Five years ago, Laura Kidd — a.k.a. She Makes War — released her debut album. ‘Disarm’ was a cinematic, melancholic masterpiece that saw her discuss tales of heartbreak and self-deprecation with many hailing her as the UK’s answer to Amanda Palmer. Coining the term ‘gloom-pop,’ She Makes War is, however, much more than a comparison; a multi-instrumentalist and visual artist, her execution is one that jolts you from the every day, leaving any initial judgements at the door.

Last month saw a re-edit of five songs from ‘Disarm,’ giving way to an EP she’s titled ‘Disarm15’. Kidd explains how, after playing these songs hundreds and hundreds of times, she began to take something different from them. “Of course you get better at doing them technically but also they start to mean other things as well,” she begins. “I wanted to celebrate the first album. It feels like a really long time [ago], yet feels like no time at all; I have changed so, so much in those five years but I’ve found these five songs to resonate most with me, as I am now.”

Producing the EP herself, with Dan Austin mixing the release at the prestigious Real World studios, Kidd has what she describes as a “really organic, independent way of doing things” when it comes to making records. With guest musician friends recording their parts all over the country, drums, guitar and bass recorded at Bristols own Joe’s Garage studio and vocals and other instruments recorded by Kidd at home, it’s certainly a group effort with a She Makes War release. “It was really nice to be able to do it like that,” she continues. “It kept the cost way down but the result is still incredible.”

“HAPPY MUSIC IS GOING, ‘LOOK AT ALL THE THINGS I’VE GOT. YOU DON’T HAVE THEM’ SO I PREFER SAD MUSIC, ALWAYS.”

With new album ‘Direction of Travel’ due out in March, Kidd says the reason for this revisit was to place ‘Disarm15’ in the same sonic realm as the new record. “I wanted to put something out before my next album, so it was kind of staging that as well,” she says. “And because I produced the next album, I wanted to produce ‘Disarm15’ – I wanted it to be in the same world as ‘Direction of Travel’, because I’m just so excited about this new album.” With Dan Austin also mixing the new record, Kidd is quick to praise his talents. “I knew he’d do a really great job on the album but I didn’t know that he’d add so much,” she continues. “I think we worked brilliantly together, with me producing and him mixing.”

If you’ve ever been to a She Makes War show, or if you follow her on her various social media accounts, you’ll already be well-aware of her visual output. Her ever-popular ‘Gigface’ photo series see her snapping a quick selfie, often in the dressing room of the venue she’s playing that night, and her stage attire sees bright and bold outfits with plenty of glitter to boot.
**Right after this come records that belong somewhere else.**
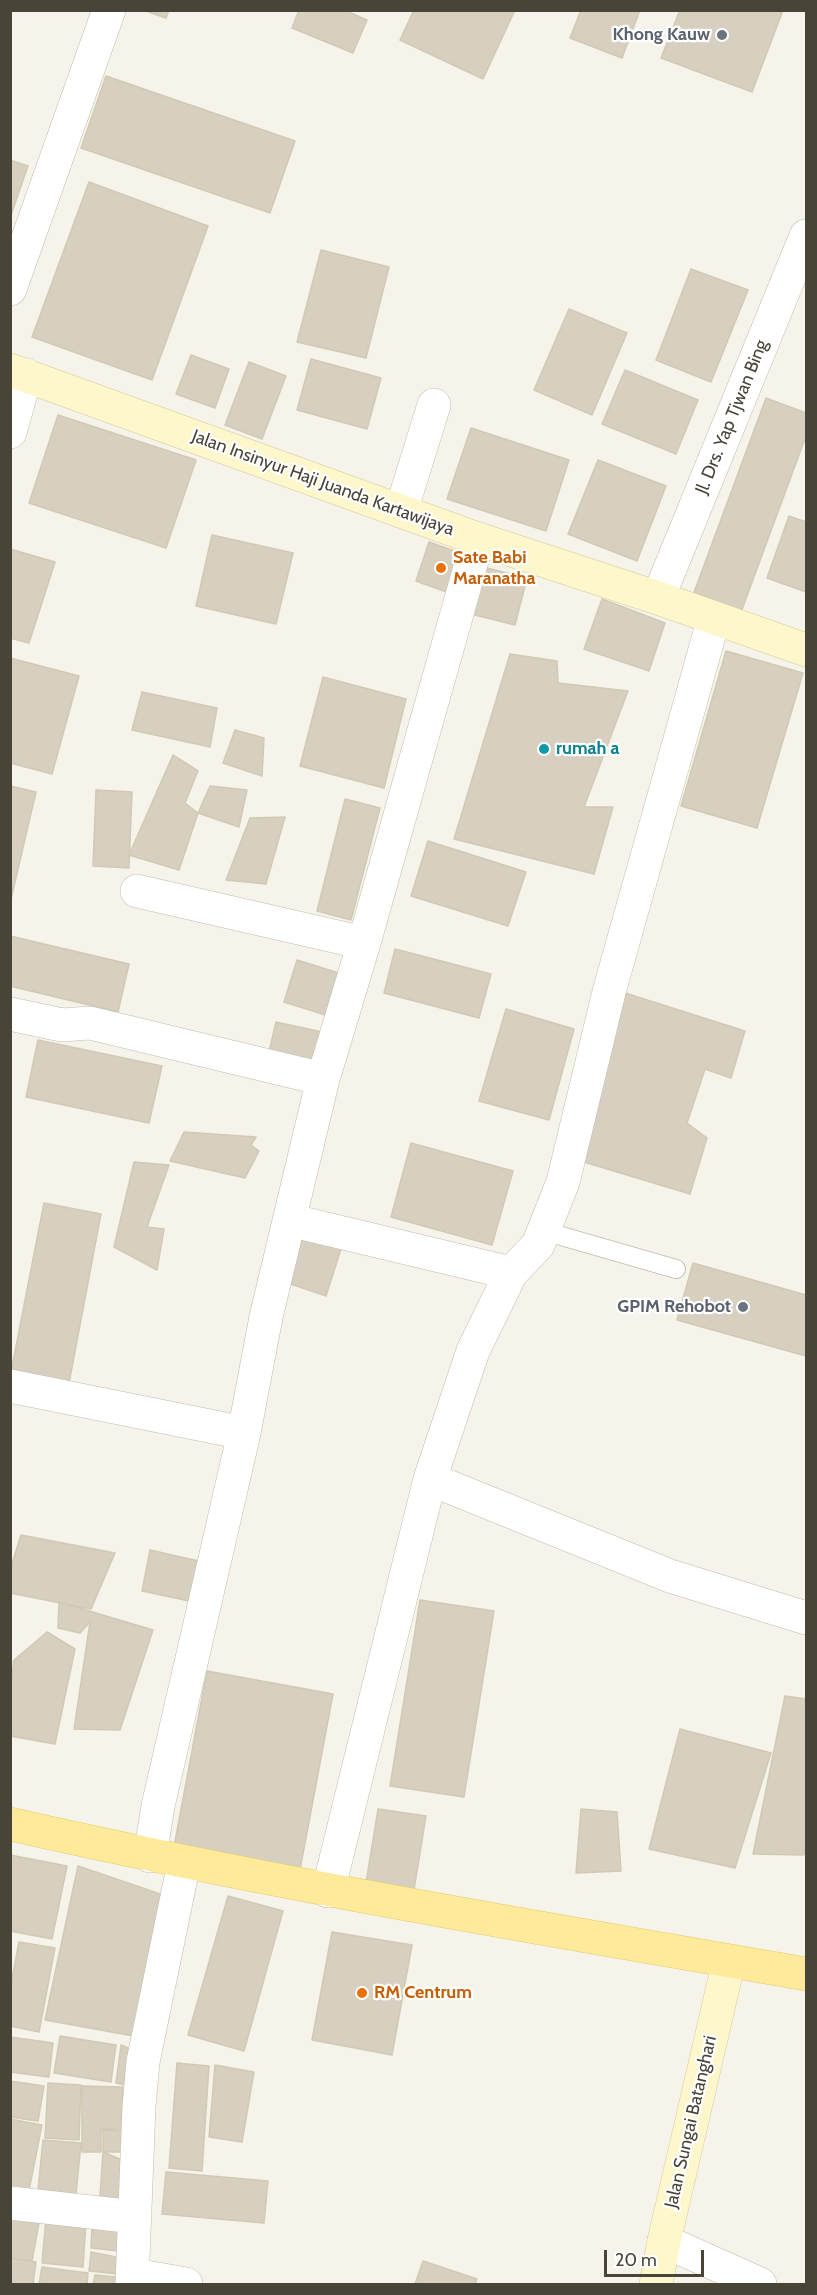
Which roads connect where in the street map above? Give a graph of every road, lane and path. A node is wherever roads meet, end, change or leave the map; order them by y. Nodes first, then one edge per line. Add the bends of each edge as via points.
1 (110, 10) edge
2 (807, 236) edge
3 (10, 289) edge
4 (18, 373) edge
5 (434, 405) dead end
6 (10, 432) edge
7 (401, 511) junction
8 (478, 539) junction
9 (658, 598) junction
10 (714, 618) junction
11 (807, 650) edge
12 (137, 891) dead end
13 (364, 943) junction
14 (10, 1014) edge
15 (323, 1079) junction
16 (289, 1220) junction
17 (544, 1231) junction
18 (676, 1269) dead end
19 (511, 1273) junction
20 (10, 1386) edge
21 (244, 1432) junction
22 (430, 1479) junction
23 (807, 1618) edge
24 (10, 1824) edge
25 (150, 1856) junction
26 (184, 1863) junction
27 (328, 1891) junction
28 (729, 1960) junction
29 (807, 1974) edge
30 (10, 2203) edge
31 (135, 2217) junction
32 (664, 2241) junction
33 (133, 2280) edge
34 (186, 2284) edge
35 (656, 2284) edge
36 (760, 2284) edge

1 - 3 street
2 - 9 street, Jl. Drs. Yap Tjwan Bing
4 - 6 street
4 - 7 main road, Jalan Insinyur Haji Juanda Kartawijaya
5 - 7 street
7 - 8 main road, Jalan Insinyur Haji Juanda Kartawijaya
8 - 9 main road, Jalan Insinyur Haji Juanda Kartawijaya
8 - 13 street
9 - 10 main road, Jalan Insinyur Haji Juanda Kartawijaya
10 - 11 main road, Jalan Insinyur Haji Juanda Kartawijaya
10 - 17 street via 609,992 562,1182
12 - 13 street
13 - 15 street
14 - 15 street via 62,1025 90,1023
15 - 16 street
16 - 19 street
16 - 21 street
17 - 18 lane
17 - 19 street via 538,1245
19 - 22 street via 473,1351
20 - 21 street
21 - 25 street via 158,1806
22 - 23 street via 670,1576
22 - 27 street
24 - 25 main road
25 - 26 main road
26 - 27 main road
26 - 31 street via 143,2062
27 - 28 main road
28 - 29 main road
28 - 32 main road, Jalan Sungai Batanghari
30 - 31 street
31 - 33 street
32 - 35 main road, Jalan Sungai Batanghari
32 - 36 street
33 - 34 street

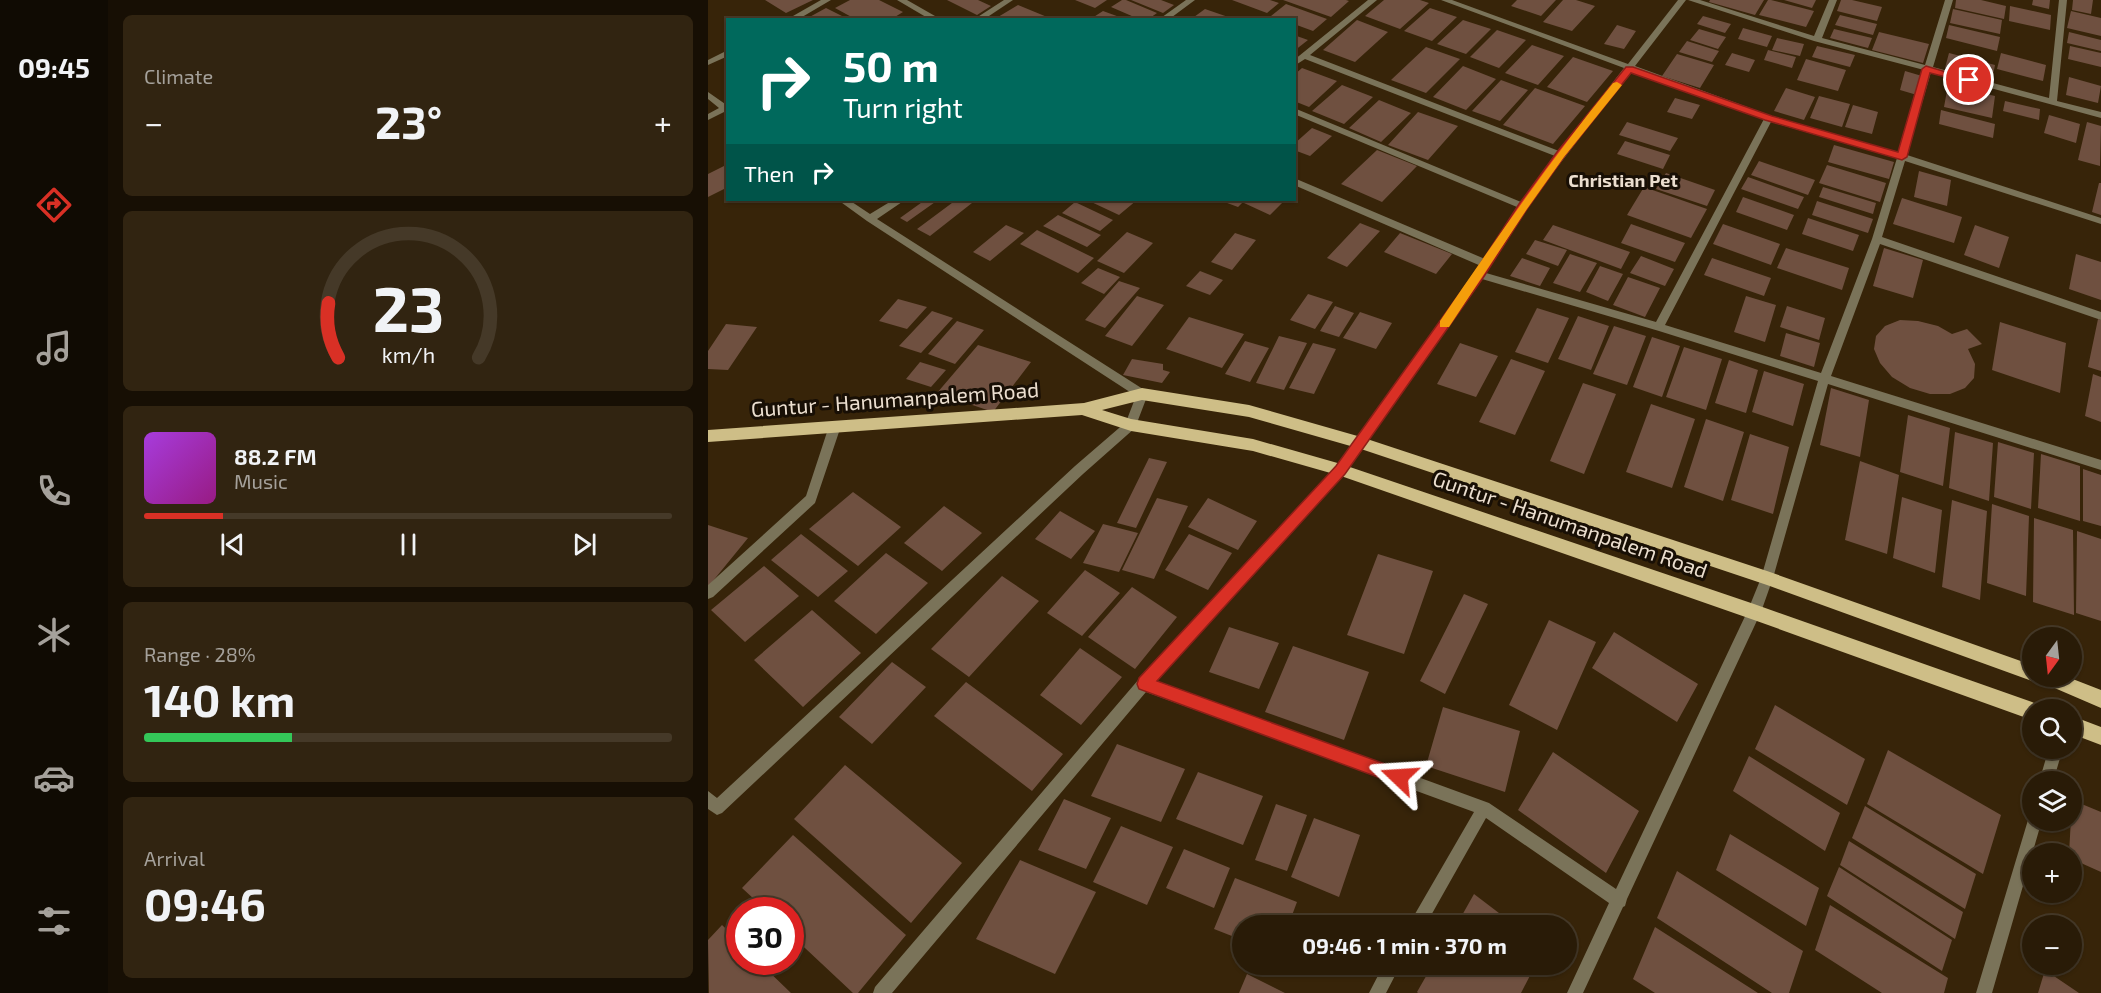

“The reason I do the whole ‘slightly theatrical makeup and interesting clothes’ thing is because I want to jolt people out of the every day when they come,” she begins. “I don’t want it to be like ‘Oh just someone from next door playing some tunes. just sitting down and strumming a guitar.’ I personally think that sort of thing is really boring unless you’ve got exceptional songs… Some people do have exceptional songs and are brilliant at that, but most people are not. So everything I do, I do it for a reason.”

“THERE ARE PEOPLE WHO GO TO GIGS ALL THE TIME RELENTLESSLY AND DON’T CARE IF THE PERSON’S BEEN ON A BILLBOARD OR NOT”

Over these past five years, She Makes War has headlined a bunch of tours as well as supporting the likes of The Levellers, and it’s this extensive touring that Kidd relishes, especially when it comes to those in attendance. “There are people who go to gigs all the time relentlessly and don’t care if the person’s been on a billboard or not,” she says. “They will support you and spend their money and time on you, and they are the most precious people to me because I didn’t know they existed before I put my own music out.”

Reiterating her appreciation for every set of ears, Kidd says it may be the melancholic aspect that attracts new listeners. “There’s a whole lot going on in people’s lives and I think people find my music to be full of melancholy but also uplifting,” she continues. “I think happy music is just showing off; happy music is going, ‘Look at all the things I’ve got. You don’t have them’ so I prefer sad music, always. If I’m feeling really sad I’ll listen to someone who’ll hopefully tell me the right thing to do – even if they won’t really – and I see that people use my music for that… And that’s amazing. I think if you’ve got a voice that’s authentic and you’re not doing it to be famous, and you’re not doing it to make money, then people respond to that.”